Adidas swept us off our feet long ago, and Black family reunions have crushed on orange soda for generations. Black New Yorkers tied the knot with Timberlands way back in the ‘90s, and Hennessy has seduced us for many a nightcap since the Barack Obama inaugural bottle. Under these conditions, it’s untenable to ask a company like Amazon to “meet us where we are” when they’re already sending fleets of Black teenagers into every neighborhood from Brooklyn to Bankhead. Just as it is ludicrous to ask companies like New Balance to “walk a mile in Black folks’ shoes” when they’re already selling millions in Cocoa Golf’s signature sneakers.
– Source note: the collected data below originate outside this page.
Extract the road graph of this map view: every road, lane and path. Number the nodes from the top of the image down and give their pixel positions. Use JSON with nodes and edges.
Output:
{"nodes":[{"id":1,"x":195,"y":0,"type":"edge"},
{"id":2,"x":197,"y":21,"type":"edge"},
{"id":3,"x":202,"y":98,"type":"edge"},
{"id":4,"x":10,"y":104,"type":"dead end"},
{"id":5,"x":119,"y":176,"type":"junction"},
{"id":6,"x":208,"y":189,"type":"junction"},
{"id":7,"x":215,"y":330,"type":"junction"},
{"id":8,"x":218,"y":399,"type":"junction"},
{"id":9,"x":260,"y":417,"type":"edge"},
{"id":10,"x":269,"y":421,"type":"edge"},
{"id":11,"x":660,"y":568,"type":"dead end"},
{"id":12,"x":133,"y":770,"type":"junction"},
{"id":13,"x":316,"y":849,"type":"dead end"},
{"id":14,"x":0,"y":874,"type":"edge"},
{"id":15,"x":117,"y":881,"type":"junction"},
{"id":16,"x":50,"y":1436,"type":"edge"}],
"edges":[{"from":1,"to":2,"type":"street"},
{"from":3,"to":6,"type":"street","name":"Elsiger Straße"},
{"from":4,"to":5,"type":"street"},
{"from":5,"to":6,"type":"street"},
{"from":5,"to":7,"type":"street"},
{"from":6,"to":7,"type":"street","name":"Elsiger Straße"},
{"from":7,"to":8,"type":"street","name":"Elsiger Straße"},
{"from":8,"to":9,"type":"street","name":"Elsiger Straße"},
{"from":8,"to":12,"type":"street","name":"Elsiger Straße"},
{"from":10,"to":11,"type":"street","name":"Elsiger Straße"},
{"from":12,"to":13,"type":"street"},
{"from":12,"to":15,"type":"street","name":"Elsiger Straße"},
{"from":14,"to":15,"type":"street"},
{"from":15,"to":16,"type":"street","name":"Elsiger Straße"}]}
If there is any legitimacy in the fledgling crusade for Diversity, Equity and Inclusion, it lies entirely in the demand for equity—entirely in the demand for ownership. Black folks cannot “diversify” an economy which already fetishizes Blackness. Nor can we “include” ourselves in an economy already dependent on our labor. However, the restructuring of ownership does stand to meaningfully transform capitalism, and it has long been at the center of what Black radicals have imagined as economic liberation.
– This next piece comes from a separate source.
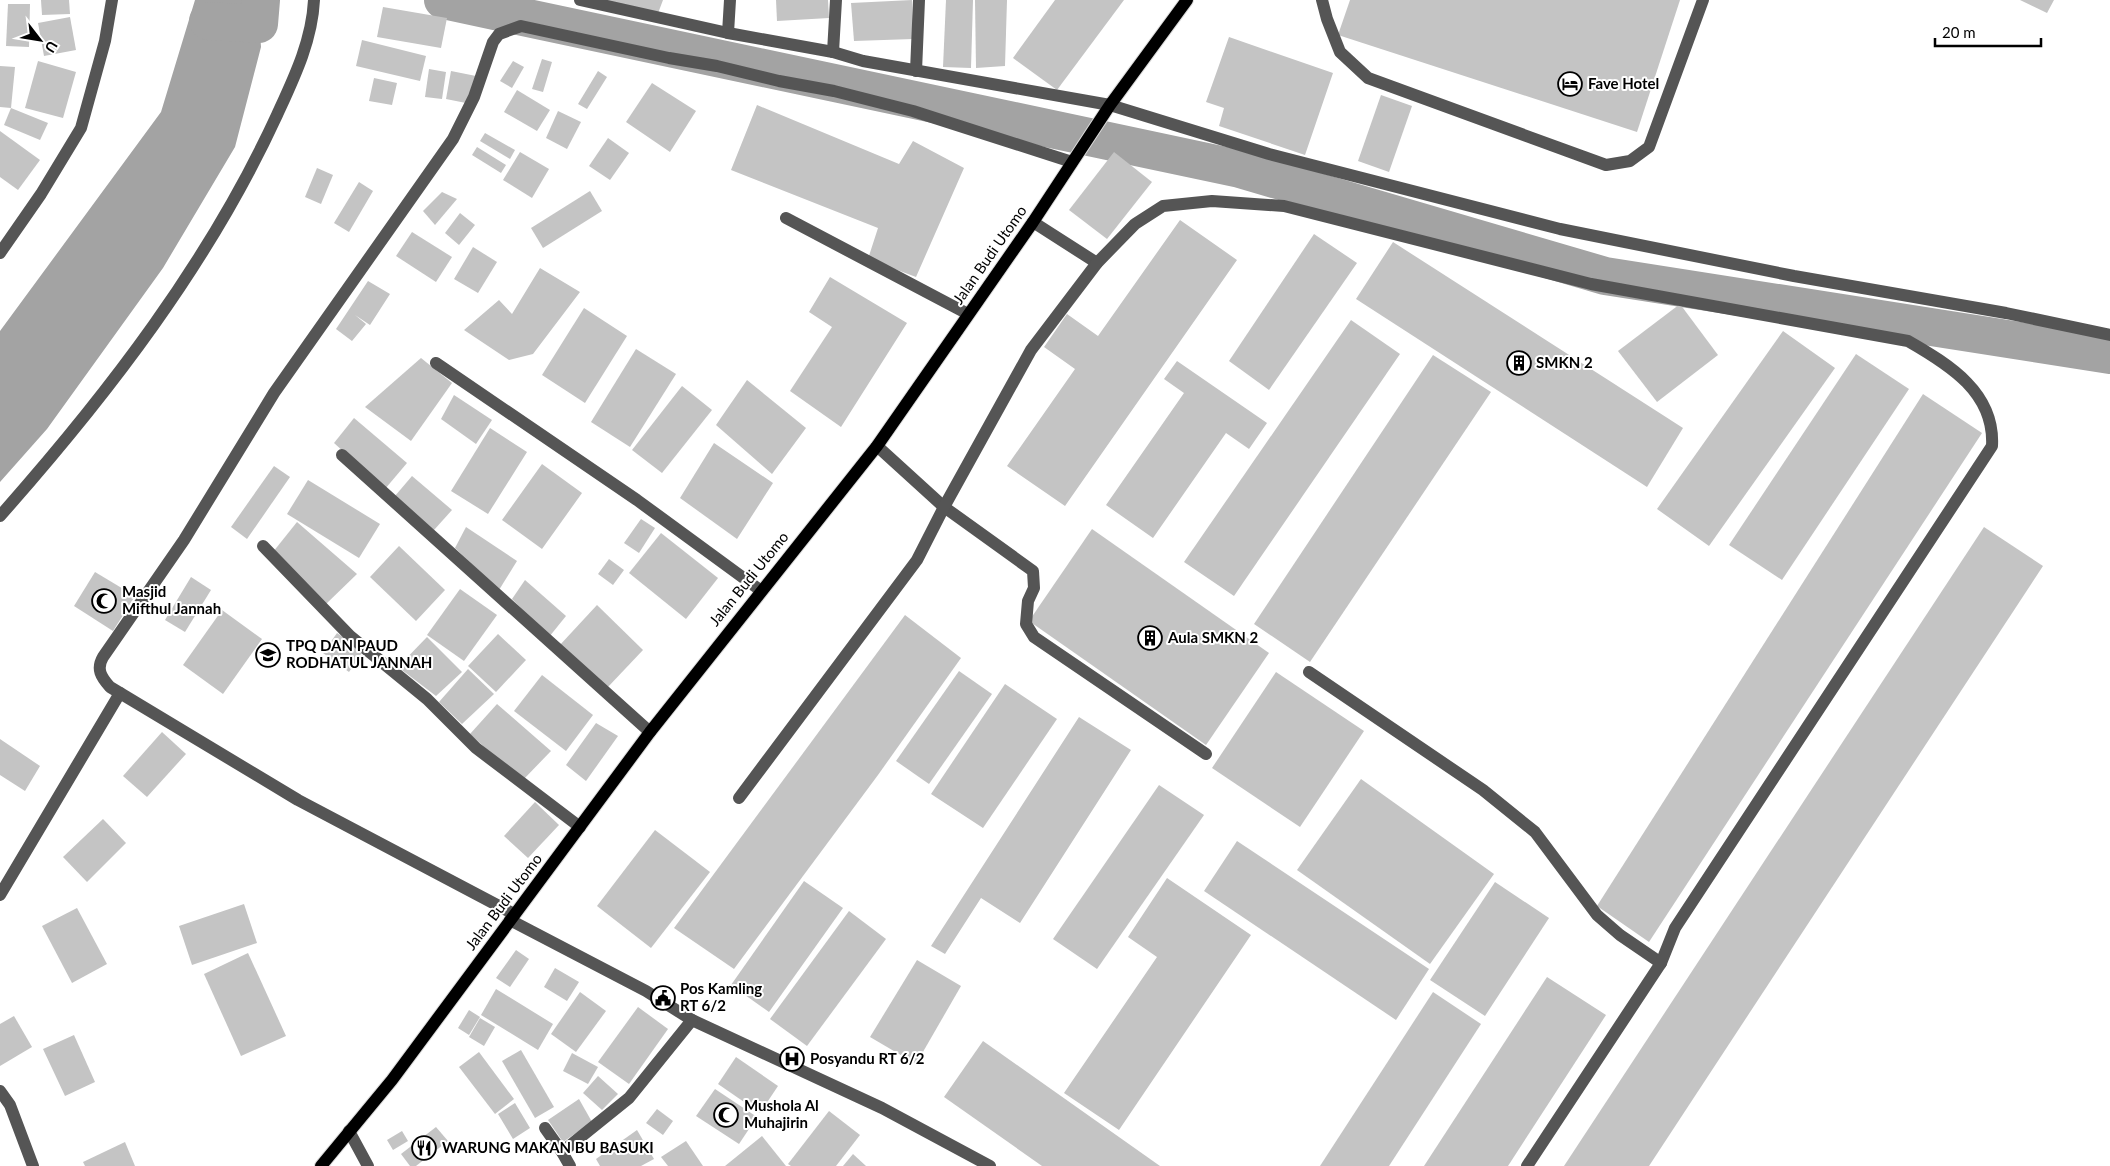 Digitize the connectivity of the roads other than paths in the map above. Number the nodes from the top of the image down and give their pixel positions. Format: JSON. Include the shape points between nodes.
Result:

Throughout the freedom struggle, the most astute Black activists understood that universalizing and democratizing ownership was a prerequisite to freedom. This is why, when the Movement for Black Lives released its 2016 platform, it argued that big banks should invest in cooperative ownership. It’s why during the Black Power era, Stokely Carmichael articulated Black Power as the idea of cooperative ownership. It’s why during the civil rights movement, Martin Luther King made the case for the democratization of wealth and investment, and it’s why in Black Reconstruction, as W.E.B. Du Bois put it, formerly enslaved people sought to erect an “industrial democracy.”
For centuries, Black folks have imagined freedom not as integration into the economic hierarchy but as its deconstruction.
This Juneteenth, we are called to celebrate not just the end of slavery but to rediscover the meaning of liberation. Liberation is not just the freedom to shop, the freedom to buy Walmart Juneteenth ice cream, and Juneteenth paper plates at Dollar Tree; it is the construction of an economy free from racialized domination. Liberation is expanding ownership to all workers. It is an economy where Lyft drivers steer their own course and agricultural workers reap what they sow; where Amazon pickers pick their own hours and Walmart cashiers are no longer strapped for cash; where WNBA shot makers call the shots in front offices and the Black women working in Jimmy Dean’s warehouses finally get to bring home the bacon.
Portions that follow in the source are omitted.